Only the text carries over: repeat the records exactly and drop the images.
■ ■ ■ ■
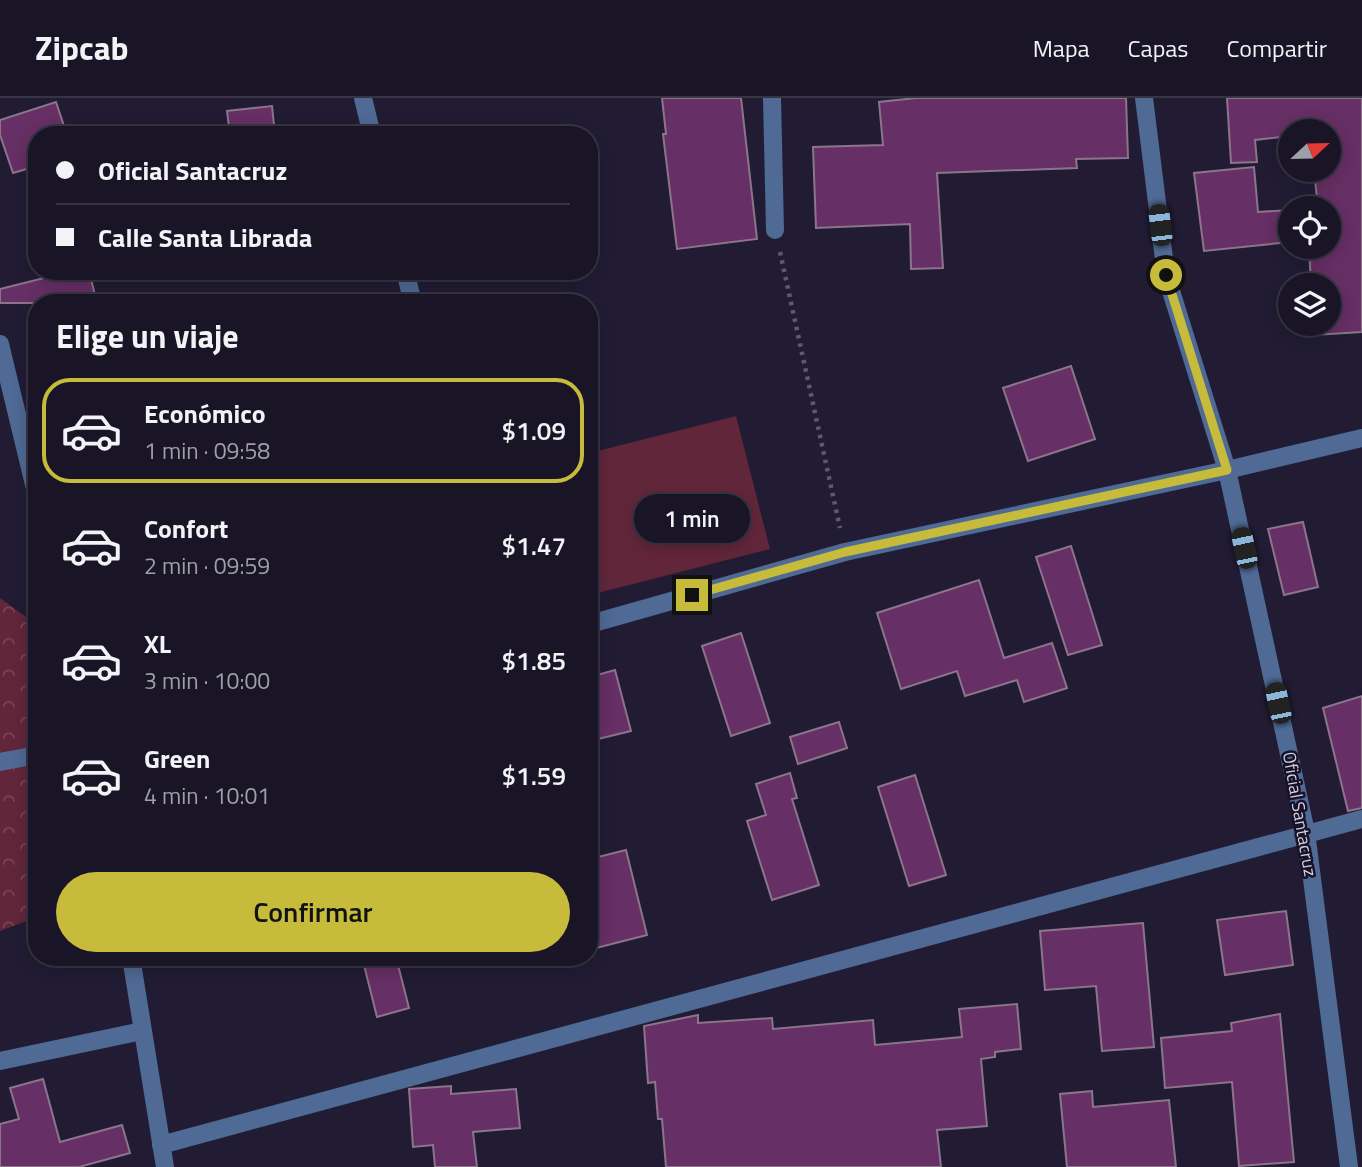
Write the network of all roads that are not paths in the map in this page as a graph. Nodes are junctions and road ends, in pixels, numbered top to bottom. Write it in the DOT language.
graph roads {
  1 [pos="363,98"];
  2 [pos="772,98"];
  3 [pos="1144,98"];
  4 [pos="370,126"];
  5 [pos="775,230"];
  6 [pos="0,344"];
  7 [pos="1362,438"];
  8 [pos="28,460"];
  9 [pos="1227,470"];
  10 [pos="598,622"];
  11 [pos="28,757"];
  12 [pos="0,762"];
  13 [pos="1362,819"];
  14 [pos="1306,832"];
  15 [pos="132,966"];
  16 [pos="142,1031"];
  17 [pos="0,1061"];
  18 [pos="161,1145"];
  19 [pos="165,1167"];
  20 [pos="1349,1167"];
  1 -- 4 [label="street"];
  2 -- 5 [label="street"];
  3 -- 9 [label="street, Oficial Santacruz"];
  6 -- 8 [label="street"];
  7 -- 9 [label="street"];
  9 -- 10 [label="street"];
  9 -- 14 [label="street, Oficial Santacruz"];
  11 -- 12 [label="street"];
  13 -- 14 [label="street"];
  14 -- 18 [label="street"];
  14 -- 20 [label="street, Oficial Santacruz"];
  15 -- 16 [label="street"];
  16 -- 17 [label="street"];
  16 -- 18 [label="street"];
  18 -- 19 [label="street"];
}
■ ■ ■ ■
● SOLUTION
Write the network of all roads that are not paths in the map in this page as a graph. Nodes are junctions and road ends, in pixels, numbered top to bottom. Write it in the DOT language.
graph roads {
  1 [pos="363,98"];
  2 [pos="772,98"];
  3 [pos="1144,98"];
  4 [pos="370,126"];
  5 [pos="775,230"];
  6 [pos="0,344"];
  7 [pos="1362,438"];
  8 [pos="28,460"];
  9 [pos="1227,470"];
  10 [pos="598,622"];
  11 [pos="28,757"];
  12 [pos="0,762"];
  13 [pos="1362,819"];
  14 [pos="1306,832"];
  15 [pos="132,966"];
  16 [pos="142,1031"];
  17 [pos="0,1061"];
  18 [pos="161,1145"];
  19 [pos="165,1167"];
  20 [pos="1349,1167"];
  1 -- 4 [label="street"];
  2 -- 5 [label="street"];
  3 -- 9 [label="street, Oficial Santacruz"];
  6 -- 8 [label="street"];
  7 -- 9 [label="street"];
  9 -- 10 [label="street"];
  9 -- 14 [label="street, Oficial Santacruz"];
  11 -- 12 [label="street"];
  13 -- 14 [label="street"];
  14 -- 18 [label="street"];
  14 -- 20 [label="street, Oficial Santacruz"];
  15 -- 16 [label="street"];
  16 -- 17 [label="street"];
  16 -- 18 [label="street"];
  18 -- 19 [label="street"];
}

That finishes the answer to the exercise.